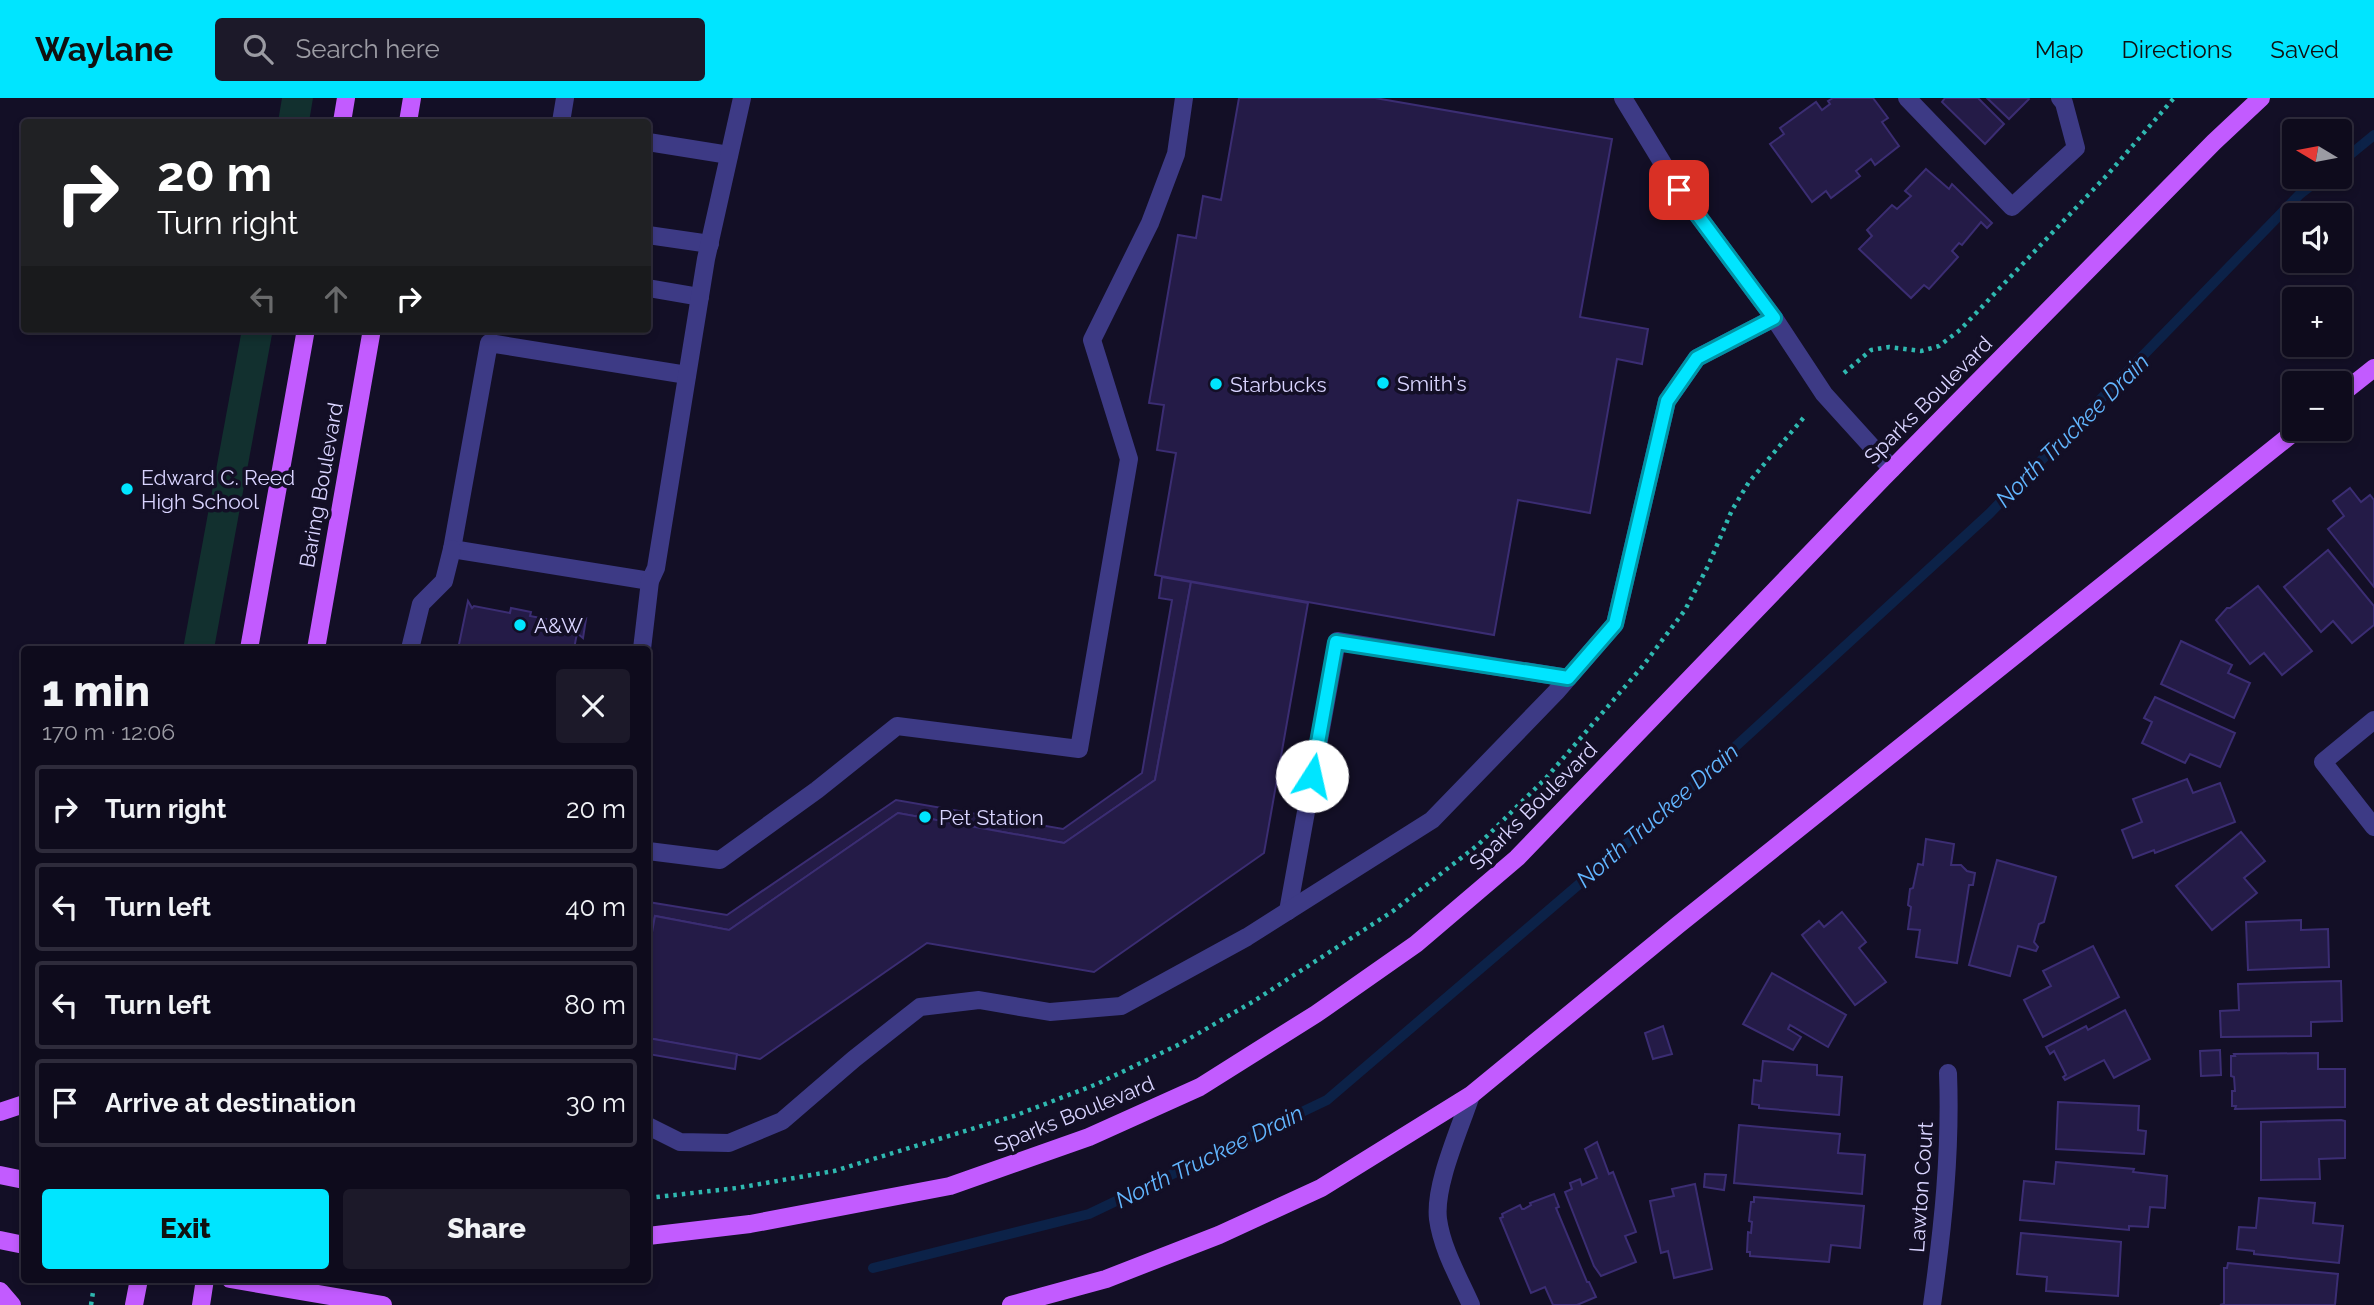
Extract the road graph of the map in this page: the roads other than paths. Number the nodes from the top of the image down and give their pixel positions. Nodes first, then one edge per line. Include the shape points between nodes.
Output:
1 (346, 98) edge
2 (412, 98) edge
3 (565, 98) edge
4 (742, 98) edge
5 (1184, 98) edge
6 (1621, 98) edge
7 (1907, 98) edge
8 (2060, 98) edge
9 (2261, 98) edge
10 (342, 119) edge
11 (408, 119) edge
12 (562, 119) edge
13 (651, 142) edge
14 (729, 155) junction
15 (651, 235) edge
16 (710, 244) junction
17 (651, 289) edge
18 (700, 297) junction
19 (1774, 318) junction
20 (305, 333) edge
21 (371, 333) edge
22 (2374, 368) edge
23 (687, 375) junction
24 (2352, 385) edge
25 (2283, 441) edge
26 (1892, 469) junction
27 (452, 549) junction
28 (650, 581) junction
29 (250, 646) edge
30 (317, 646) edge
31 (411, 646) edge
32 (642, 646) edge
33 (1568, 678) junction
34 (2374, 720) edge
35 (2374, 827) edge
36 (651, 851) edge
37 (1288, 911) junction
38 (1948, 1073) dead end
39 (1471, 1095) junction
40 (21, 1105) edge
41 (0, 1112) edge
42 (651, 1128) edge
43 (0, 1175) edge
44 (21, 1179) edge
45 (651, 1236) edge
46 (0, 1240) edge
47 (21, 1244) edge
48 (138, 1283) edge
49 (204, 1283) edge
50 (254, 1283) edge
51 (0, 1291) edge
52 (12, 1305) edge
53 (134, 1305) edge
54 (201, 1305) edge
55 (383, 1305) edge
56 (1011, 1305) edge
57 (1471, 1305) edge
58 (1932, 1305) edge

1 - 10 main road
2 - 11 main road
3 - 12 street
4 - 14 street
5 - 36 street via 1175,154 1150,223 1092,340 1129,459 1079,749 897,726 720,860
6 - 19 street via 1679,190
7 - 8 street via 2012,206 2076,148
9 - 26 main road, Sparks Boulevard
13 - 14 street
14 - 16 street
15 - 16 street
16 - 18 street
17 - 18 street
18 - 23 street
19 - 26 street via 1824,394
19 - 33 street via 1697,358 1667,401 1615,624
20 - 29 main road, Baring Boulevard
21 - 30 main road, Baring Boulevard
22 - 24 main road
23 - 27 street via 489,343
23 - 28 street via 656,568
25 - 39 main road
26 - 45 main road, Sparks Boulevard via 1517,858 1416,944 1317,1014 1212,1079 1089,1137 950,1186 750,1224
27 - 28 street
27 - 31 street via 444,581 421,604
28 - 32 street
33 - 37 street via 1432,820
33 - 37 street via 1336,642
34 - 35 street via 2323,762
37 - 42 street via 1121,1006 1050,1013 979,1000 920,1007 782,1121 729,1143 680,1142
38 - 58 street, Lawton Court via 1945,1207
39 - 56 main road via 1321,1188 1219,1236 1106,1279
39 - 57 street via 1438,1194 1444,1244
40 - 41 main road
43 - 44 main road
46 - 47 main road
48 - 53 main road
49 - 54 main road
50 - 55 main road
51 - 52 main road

- **Your instructions**: An exact copy of all the data above is required; omit any pictures.

- **Task result**:
Extract the road graph of the map in this page: the roads other than paths. Number the nodes from the top of the image down and give their pixel positions. Nodes first, then one edge per line. Include the shape points between nodes.
Output:
1 (346, 98) edge
2 (412, 98) edge
3 (565, 98) edge
4 (742, 98) edge
5 (1184, 98) edge
6 (1621, 98) edge
7 (1907, 98) edge
8 (2060, 98) edge
9 (2261, 98) edge
10 (342, 119) edge
11 (408, 119) edge
12 (562, 119) edge
13 (651, 142) edge
14 (729, 155) junction
15 (651, 235) edge
16 (710, 244) junction
17 (651, 289) edge
18 (700, 297) junction
19 (1774, 318) junction
20 (305, 333) edge
21 (371, 333) edge
22 (2374, 368) edge
23 (687, 375) junction
24 (2352, 385) edge
25 (2283, 441) edge
26 (1892, 469) junction
27 (452, 549) junction
28 (650, 581) junction
29 (250, 646) edge
30 (317, 646) edge
31 (411, 646) edge
32 (642, 646) edge
33 (1568, 678) junction
34 (2374, 720) edge
35 (2374, 827) edge
36 (651, 851) edge
37 (1288, 911) junction
38 (1948, 1073) dead end
39 (1471, 1095) junction
40 (21, 1105) edge
41 (0, 1112) edge
42 (651, 1128) edge
43 (0, 1175) edge
44 (21, 1179) edge
45 (651, 1236) edge
46 (0, 1240) edge
47 (21, 1244) edge
48 (138, 1283) edge
49 (204, 1283) edge
50 (254, 1283) edge
51 (0, 1291) edge
52 (12, 1305) edge
53 (134, 1305) edge
54 (201, 1305) edge
55 (383, 1305) edge
56 (1011, 1305) edge
57 (1471, 1305) edge
58 (1932, 1305) edge

1 - 10 main road
2 - 11 main road
3 - 12 street
4 - 14 street
5 - 36 street via 1175,154 1150,223 1092,340 1129,459 1079,749 897,726 720,860
6 - 19 street via 1679,190
7 - 8 street via 2012,206 2076,148
9 - 26 main road, Sparks Boulevard
13 - 14 street
14 - 16 street
15 - 16 street
16 - 18 street
17 - 18 street
18 - 23 street
19 - 26 street via 1824,394
19 - 33 street via 1697,358 1667,401 1615,624
20 - 29 main road, Baring Boulevard
21 - 30 main road, Baring Boulevard
22 - 24 main road
23 - 27 street via 489,343
23 - 28 street via 656,568
25 - 39 main road
26 - 45 main road, Sparks Boulevard via 1517,858 1416,944 1317,1014 1212,1079 1089,1137 950,1186 750,1224
27 - 28 street
27 - 31 street via 444,581 421,604
28 - 32 street
33 - 37 street via 1432,820
33 - 37 street via 1336,642
34 - 35 street via 2323,762
37 - 42 street via 1121,1006 1050,1013 979,1000 920,1007 782,1121 729,1143 680,1142
38 - 58 street, Lawton Court via 1945,1207
39 - 56 main road via 1321,1188 1219,1236 1106,1279
39 - 57 street via 1438,1194 1444,1244
40 - 41 main road
43 - 44 main road
46 - 47 main road
48 - 53 main road
49 - 54 main road
50 - 55 main road
51 - 52 main road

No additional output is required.